╔══
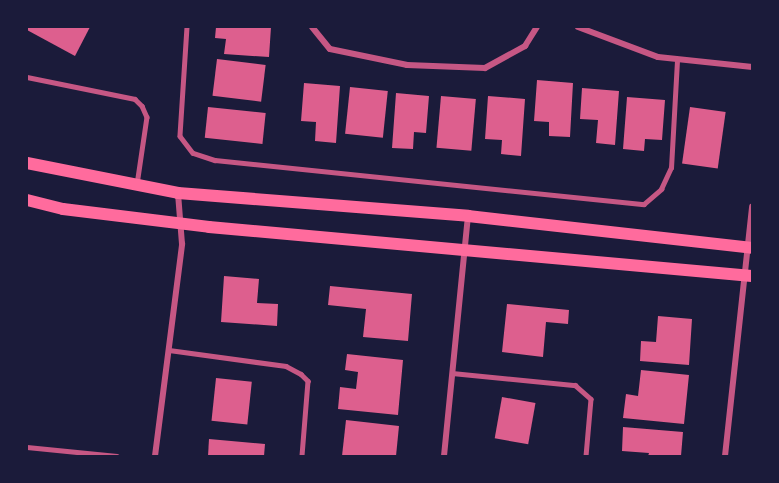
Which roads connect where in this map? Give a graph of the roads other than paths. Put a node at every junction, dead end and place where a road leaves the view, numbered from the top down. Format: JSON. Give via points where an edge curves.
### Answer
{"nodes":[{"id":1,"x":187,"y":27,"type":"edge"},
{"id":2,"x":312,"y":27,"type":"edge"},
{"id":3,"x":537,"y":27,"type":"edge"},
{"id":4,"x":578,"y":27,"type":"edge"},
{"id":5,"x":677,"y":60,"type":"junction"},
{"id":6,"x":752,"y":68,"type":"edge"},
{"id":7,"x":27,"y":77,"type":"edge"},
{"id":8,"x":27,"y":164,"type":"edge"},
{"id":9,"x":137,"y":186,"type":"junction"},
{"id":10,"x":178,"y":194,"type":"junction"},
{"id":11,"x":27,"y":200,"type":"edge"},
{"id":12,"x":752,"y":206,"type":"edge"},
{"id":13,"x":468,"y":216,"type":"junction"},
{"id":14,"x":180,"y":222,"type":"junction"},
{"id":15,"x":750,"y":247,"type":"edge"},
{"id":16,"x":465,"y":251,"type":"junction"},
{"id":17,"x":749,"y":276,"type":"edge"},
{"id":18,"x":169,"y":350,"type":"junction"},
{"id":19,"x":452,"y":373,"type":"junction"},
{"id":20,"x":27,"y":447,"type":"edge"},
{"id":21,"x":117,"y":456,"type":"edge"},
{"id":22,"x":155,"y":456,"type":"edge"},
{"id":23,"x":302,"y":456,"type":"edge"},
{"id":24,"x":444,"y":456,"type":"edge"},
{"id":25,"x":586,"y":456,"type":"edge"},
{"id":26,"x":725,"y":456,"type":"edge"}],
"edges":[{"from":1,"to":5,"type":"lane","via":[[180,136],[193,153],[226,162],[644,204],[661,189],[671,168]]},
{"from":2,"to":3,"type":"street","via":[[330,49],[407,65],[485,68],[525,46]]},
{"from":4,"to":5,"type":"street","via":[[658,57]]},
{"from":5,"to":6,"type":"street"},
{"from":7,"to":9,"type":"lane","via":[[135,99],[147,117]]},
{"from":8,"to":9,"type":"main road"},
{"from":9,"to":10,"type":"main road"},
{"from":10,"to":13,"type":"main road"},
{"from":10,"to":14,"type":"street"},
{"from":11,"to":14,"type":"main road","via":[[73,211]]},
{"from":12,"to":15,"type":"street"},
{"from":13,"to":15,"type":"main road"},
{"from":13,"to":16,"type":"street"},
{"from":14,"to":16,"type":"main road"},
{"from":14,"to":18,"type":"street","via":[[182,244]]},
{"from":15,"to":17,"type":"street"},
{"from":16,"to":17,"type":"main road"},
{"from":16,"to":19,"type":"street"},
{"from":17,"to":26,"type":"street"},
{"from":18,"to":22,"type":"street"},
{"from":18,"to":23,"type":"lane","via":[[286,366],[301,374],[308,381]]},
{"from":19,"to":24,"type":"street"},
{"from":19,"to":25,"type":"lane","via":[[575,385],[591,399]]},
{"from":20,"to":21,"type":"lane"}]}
╚══
Leaving aside the pictures, copy the listing above exactly.

Which roads connect where in this map? Give a graph of the roads other than paths. Put a node at every junction, dead end and place where a road leaves the view, numbered from the top down. Format: JSON. Give via points where an edge curves.
### Answer
{"nodes":[{"id":1,"x":187,"y":27,"type":"edge"},
{"id":2,"x":312,"y":27,"type":"edge"},
{"id":3,"x":537,"y":27,"type":"edge"},
{"id":4,"x":578,"y":27,"type":"edge"},
{"id":5,"x":677,"y":60,"type":"junction"},
{"id":6,"x":752,"y":68,"type":"edge"},
{"id":7,"x":27,"y":77,"type":"edge"},
{"id":8,"x":27,"y":164,"type":"edge"},
{"id":9,"x":137,"y":186,"type":"junction"},
{"id":10,"x":178,"y":194,"type":"junction"},
{"id":11,"x":27,"y":200,"type":"edge"},
{"id":12,"x":752,"y":206,"type":"edge"},
{"id":13,"x":468,"y":216,"type":"junction"},
{"id":14,"x":180,"y":222,"type":"junction"},
{"id":15,"x":750,"y":247,"type":"edge"},
{"id":16,"x":465,"y":251,"type":"junction"},
{"id":17,"x":749,"y":276,"type":"edge"},
{"id":18,"x":169,"y":350,"type":"junction"},
{"id":19,"x":452,"y":373,"type":"junction"},
{"id":20,"x":27,"y":447,"type":"edge"},
{"id":21,"x":117,"y":456,"type":"edge"},
{"id":22,"x":155,"y":456,"type":"edge"},
{"id":23,"x":302,"y":456,"type":"edge"},
{"id":24,"x":444,"y":456,"type":"edge"},
{"id":25,"x":586,"y":456,"type":"edge"},
{"id":26,"x":725,"y":456,"type":"edge"}],
"edges":[{"from":1,"to":5,"type":"lane","via":[[180,136],[193,153],[226,162],[644,204],[661,189],[671,168]]},
{"from":2,"to":3,"type":"street","via":[[330,49],[407,65],[485,68],[525,46]]},
{"from":4,"to":5,"type":"street","via":[[658,57]]},
{"from":5,"to":6,"type":"street"},
{"from":7,"to":9,"type":"lane","via":[[135,99],[147,117]]},
{"from":8,"to":9,"type":"main road"},
{"from":9,"to":10,"type":"main road"},
{"from":10,"to":13,"type":"main road"},
{"from":10,"to":14,"type":"street"},
{"from":11,"to":14,"type":"main road","via":[[73,211]]},
{"from":12,"to":15,"type":"street"},
{"from":13,"to":15,"type":"main road"},
{"from":13,"to":16,"type":"street"},
{"from":14,"to":16,"type":"main road"},
{"from":14,"to":18,"type":"street","via":[[182,244]]},
{"from":15,"to":17,"type":"street"},
{"from":16,"to":17,"type":"main road"},
{"from":16,"to":19,"type":"street"},
{"from":17,"to":26,"type":"street"},
{"from":18,"to":22,"type":"street"},
{"from":18,"to":23,"type":"lane","via":[[286,366],[301,374],[308,381]]},
{"from":19,"to":24,"type":"street"},
{"from":19,"to":25,"type":"lane","via":[[575,385],[591,399]]},
{"from":20,"to":21,"type":"lane"}]}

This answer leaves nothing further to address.